Create a Python script (e.g. `run.py`):

```python
from artificer import AgentDispatcher, JsonFileAdapter

dispatcher = AgentDispatcher(
    command="claude",
    poll_interval=30,
    agent_timeout=600,
    max_concurrent_agents=3,
    queue_backend=JsonFileAdapter("/tmp/board.json"),
)

@dispatcher.route(
    args=["--agent", "engineer", "-p"],
    queue_name="Todo",
    in_progress_queue="In Progress",
)
def engineer_agent(task_id: str, task_name: str) -> str:
    return f"Work on task {task_id}: {task_name}."

if __name__ == "__main__":
    dispatcher.run(debug=True)  # enable DEBUG logging (default: False)
```

> For Planka users, see `planka_backend.py` at the repo root for a ready-made backend.

```sh
python run.py
```

This starts two things:

1. **Router** — polls configured queues, picks up tasks, moves them to in-progress, and spawns agent subprocesses.
2. **HTTP API** — listens on `http://{api_host}:{api_port}` so spawned agents can interact with tasks.

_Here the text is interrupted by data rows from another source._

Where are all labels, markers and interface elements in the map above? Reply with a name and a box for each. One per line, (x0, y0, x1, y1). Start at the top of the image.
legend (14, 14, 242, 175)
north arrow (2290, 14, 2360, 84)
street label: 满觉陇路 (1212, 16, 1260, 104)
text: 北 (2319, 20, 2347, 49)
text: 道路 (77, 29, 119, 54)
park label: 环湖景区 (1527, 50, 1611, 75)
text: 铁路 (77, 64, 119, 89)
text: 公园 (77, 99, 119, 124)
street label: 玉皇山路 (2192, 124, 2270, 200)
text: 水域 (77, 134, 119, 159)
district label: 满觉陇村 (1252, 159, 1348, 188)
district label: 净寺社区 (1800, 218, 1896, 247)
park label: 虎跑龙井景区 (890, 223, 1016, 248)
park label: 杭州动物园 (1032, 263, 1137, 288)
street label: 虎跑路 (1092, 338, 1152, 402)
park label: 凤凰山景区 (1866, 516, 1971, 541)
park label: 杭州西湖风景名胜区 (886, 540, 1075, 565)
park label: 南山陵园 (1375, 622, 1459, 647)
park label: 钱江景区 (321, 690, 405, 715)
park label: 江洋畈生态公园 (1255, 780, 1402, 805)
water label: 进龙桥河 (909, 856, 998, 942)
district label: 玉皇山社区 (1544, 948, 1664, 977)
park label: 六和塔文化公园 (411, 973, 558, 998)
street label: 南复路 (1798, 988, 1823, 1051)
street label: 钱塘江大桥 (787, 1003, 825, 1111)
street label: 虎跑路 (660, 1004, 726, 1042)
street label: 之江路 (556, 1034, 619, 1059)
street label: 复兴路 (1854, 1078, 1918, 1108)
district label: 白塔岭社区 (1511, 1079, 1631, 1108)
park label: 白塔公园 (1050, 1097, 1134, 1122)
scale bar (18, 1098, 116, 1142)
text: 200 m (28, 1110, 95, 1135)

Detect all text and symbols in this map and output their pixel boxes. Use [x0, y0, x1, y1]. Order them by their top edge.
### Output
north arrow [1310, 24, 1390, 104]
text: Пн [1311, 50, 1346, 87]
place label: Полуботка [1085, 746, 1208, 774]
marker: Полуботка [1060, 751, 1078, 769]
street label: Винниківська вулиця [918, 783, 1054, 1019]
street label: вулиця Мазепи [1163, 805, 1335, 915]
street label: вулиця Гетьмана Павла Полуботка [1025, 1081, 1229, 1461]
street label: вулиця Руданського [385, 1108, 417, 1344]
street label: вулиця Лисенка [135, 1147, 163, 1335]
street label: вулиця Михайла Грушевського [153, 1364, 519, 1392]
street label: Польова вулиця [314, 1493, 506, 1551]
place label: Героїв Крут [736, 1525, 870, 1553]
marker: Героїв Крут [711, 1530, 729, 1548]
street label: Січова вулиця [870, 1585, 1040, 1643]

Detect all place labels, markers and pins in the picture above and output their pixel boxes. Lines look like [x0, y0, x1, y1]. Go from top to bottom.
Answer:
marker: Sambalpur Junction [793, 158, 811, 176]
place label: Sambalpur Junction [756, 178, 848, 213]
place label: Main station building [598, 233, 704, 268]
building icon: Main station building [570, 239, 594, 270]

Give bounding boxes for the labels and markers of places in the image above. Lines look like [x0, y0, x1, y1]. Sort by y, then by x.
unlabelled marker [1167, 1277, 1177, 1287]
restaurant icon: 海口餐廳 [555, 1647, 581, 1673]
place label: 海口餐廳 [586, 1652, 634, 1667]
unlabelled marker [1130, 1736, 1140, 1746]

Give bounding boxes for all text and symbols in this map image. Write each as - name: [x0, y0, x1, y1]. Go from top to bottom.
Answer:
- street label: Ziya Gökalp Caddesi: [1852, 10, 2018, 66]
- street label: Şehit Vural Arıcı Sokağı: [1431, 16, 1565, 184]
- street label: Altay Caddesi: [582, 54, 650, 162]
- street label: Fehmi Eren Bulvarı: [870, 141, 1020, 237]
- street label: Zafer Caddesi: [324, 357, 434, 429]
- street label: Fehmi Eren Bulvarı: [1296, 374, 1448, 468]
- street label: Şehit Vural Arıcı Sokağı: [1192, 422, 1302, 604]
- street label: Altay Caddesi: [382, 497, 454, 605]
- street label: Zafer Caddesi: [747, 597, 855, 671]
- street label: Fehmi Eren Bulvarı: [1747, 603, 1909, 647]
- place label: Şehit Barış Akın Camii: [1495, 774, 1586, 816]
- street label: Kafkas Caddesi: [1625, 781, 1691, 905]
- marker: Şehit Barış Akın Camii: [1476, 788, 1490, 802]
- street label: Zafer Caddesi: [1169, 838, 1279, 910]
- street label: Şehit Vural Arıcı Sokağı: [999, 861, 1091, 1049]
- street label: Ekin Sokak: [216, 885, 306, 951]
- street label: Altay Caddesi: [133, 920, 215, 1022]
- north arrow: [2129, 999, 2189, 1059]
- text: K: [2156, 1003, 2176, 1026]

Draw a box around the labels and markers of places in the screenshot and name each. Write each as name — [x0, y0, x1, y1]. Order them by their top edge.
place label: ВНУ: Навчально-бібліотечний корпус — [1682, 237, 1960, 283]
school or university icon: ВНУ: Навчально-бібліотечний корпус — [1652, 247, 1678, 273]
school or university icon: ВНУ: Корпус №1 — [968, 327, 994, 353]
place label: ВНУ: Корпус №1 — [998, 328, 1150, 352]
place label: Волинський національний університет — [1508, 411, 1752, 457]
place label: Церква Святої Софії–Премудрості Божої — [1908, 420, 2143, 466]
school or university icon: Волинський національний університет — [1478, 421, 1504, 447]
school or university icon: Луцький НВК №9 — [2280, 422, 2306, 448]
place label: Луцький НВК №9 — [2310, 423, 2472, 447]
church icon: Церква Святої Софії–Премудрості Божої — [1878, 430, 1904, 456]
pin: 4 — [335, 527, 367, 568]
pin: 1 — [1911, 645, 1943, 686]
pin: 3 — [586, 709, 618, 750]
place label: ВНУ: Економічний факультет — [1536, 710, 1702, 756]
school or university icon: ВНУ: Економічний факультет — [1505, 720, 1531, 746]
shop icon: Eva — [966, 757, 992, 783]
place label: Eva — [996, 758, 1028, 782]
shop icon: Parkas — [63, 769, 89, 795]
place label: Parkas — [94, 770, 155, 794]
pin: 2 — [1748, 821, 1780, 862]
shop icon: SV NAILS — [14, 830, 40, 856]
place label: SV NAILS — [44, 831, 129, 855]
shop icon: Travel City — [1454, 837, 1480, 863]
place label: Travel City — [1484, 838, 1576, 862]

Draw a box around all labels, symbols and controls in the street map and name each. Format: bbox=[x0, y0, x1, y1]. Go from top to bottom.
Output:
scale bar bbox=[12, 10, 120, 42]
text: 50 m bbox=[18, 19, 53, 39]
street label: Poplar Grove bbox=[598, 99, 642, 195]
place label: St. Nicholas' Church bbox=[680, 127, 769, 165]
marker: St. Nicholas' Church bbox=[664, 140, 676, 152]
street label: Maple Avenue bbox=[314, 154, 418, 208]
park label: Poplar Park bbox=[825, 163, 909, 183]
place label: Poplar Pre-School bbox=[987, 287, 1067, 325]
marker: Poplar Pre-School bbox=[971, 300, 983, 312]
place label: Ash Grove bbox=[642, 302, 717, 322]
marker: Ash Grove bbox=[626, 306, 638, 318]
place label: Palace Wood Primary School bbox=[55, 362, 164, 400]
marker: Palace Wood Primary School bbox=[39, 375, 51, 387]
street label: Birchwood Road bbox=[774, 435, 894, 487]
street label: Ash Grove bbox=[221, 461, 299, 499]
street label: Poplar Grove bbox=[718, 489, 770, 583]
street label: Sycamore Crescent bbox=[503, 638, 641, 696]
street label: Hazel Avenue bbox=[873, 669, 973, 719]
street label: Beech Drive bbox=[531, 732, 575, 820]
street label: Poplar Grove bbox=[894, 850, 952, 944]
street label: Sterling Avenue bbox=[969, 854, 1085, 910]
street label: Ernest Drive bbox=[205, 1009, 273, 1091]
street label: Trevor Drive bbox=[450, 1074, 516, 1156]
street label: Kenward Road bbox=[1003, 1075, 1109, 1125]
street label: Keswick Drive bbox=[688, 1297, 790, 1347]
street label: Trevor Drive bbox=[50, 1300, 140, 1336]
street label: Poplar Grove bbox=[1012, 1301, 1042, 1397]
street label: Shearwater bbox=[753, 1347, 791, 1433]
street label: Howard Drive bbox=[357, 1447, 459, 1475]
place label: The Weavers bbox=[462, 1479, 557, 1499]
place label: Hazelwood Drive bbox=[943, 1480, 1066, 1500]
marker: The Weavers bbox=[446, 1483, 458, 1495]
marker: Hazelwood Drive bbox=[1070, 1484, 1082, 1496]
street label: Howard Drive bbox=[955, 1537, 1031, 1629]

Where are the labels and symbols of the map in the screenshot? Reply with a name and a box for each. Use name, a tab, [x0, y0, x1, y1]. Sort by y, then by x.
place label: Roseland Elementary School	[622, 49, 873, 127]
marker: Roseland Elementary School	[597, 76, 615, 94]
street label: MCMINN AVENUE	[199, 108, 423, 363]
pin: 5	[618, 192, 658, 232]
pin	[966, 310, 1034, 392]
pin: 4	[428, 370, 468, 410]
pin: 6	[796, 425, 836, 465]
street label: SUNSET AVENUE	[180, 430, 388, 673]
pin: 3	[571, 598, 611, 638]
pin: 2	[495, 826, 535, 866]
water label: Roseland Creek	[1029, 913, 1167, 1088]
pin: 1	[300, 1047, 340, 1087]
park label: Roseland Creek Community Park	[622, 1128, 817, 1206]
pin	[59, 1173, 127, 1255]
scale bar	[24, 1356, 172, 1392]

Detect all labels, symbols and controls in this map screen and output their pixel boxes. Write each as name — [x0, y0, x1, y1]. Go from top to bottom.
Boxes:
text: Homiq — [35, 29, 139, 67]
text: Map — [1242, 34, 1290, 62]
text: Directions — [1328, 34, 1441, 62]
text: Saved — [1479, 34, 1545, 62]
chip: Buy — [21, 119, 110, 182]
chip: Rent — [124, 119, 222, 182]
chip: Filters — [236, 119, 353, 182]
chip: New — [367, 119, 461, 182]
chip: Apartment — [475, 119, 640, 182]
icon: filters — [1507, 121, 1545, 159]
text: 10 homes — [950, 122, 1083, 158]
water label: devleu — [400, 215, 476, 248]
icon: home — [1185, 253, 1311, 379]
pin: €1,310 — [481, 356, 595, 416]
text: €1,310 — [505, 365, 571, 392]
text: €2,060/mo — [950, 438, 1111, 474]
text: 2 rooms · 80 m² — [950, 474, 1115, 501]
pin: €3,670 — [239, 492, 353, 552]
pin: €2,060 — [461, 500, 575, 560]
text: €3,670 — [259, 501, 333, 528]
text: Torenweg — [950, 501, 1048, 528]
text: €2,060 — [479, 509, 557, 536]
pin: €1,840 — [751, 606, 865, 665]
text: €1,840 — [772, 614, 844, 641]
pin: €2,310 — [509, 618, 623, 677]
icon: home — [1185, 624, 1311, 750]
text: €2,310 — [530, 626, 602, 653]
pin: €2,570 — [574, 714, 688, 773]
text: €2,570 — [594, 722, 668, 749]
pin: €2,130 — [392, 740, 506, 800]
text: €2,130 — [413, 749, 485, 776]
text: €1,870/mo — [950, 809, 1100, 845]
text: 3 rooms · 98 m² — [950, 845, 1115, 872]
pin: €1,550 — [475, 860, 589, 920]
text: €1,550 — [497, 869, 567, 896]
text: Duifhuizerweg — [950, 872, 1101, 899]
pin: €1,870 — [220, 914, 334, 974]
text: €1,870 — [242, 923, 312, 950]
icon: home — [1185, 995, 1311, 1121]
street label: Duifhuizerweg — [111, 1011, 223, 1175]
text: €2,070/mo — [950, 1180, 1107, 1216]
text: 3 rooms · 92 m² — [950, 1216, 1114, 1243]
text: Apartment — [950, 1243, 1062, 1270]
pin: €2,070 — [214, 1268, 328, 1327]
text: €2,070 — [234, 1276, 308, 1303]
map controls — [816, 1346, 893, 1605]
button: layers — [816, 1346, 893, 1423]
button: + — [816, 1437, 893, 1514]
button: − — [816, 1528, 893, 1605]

## Configuration reference

All configuration is done via the `AgentDispatcher` constructor.

### Constructor arguments

| Argument | Type | Default | Description |
|---|---|---|---|
| `command` | `str` | *(required)* | Base command to run for all routes (e.g. `"claude"`) |
| `poll_interval` | `int` | `30` | Seconds between polls |
| `agent_timeout` | `int \| None` | `None` | Default timeout in seconds for all agents |
| `max_concurrent_agents` | `int` | `3` | Max agent processes at once |
| `api_host` | `str` | `"127.0.0.1"` | HTTP API bind address |
| `api_port` | `int` | `8000` | HTTP API port |
| `queue_backend` | `TaskAdapter \| None` | `None` | Task backend (required before calling `run()`). Any object with a `create_adapter()` method also works. |
| `agent_adapters` | `dict[str, AgentAdapter] \| None` | `None` | Custom agent adapters by command name |
| `enable_queue_management` | `bool` | `False` | Enable queue CRUD HTTP endpoints |

### Route decorator

The `@dispatcher.route()` decorator registers a queue-to-command mapping. The decorated function receives `(task_id, task_name)` and returns a prompt string appended to the command arguments.

```python
@dispatcher.route(
    queue_name="My Project.My Board.Todo",          # required: queue to poll
    in_progress_queue="My Project.My Board.WIP",    # default: "In Progress"
    args=["--agent", "engineer", "-p"],              # extra args before prompt
    timeout=1800,                                    # route-specific timeout (optional)
    poll_interval=10,                                # route-specific poll interval (optional)
    priority=1,                                      # dispatch priority (optional)
)
def my_agent(task_id: str, task_name: str) -> str:
    return f"Work on task {task_id}: {task_name}."
```

### Agent timeouts

You can configure timeouts to automatically terminate agent processes that run too long:

- **`agent_timeout`** (constructor): Sets a global timeout in seconds for all agents. If not specified, agents run indefinitely.
- **`timeout`** (per-route): Sets a route-specific timeout in seconds. Overrides `agent_timeout` for that route.

When an agent times out:
1. The process receives a TERM signal and has 5 seconds to exit gracefully
2. If it doesn't exit, it receives a KILL signal
3. A comment is added to the task noting the timeout

```python
dispatcher = AgentDispatcher(
    command="my-agent",
    agent_timeout=3600,  # 1 hour default for all agents
    queue_backend=my_backend,
)

@dispatcher.route(
    queue_name="Quick Tasks",
    timeout=300,  # 5 minutes for quick tasks (overrides default)
)
def quick(task_id, task_name):
    return f"Handle {task_id}"

@dispatcher.route(queue_name="Long Tasks")
# No timeout — uses default of 3600 seconds
def long_running(task_id, task_name):
    return f"Handle {task_id}"
```

### Route priority

When `max_concurrent_agents` is limited, routes with lower `priority` values are dispatched first. This lets you ensure downstream queues (closer to completion) are serviced before upstream ones, so a task flows all the way through a pipeline before new work begins.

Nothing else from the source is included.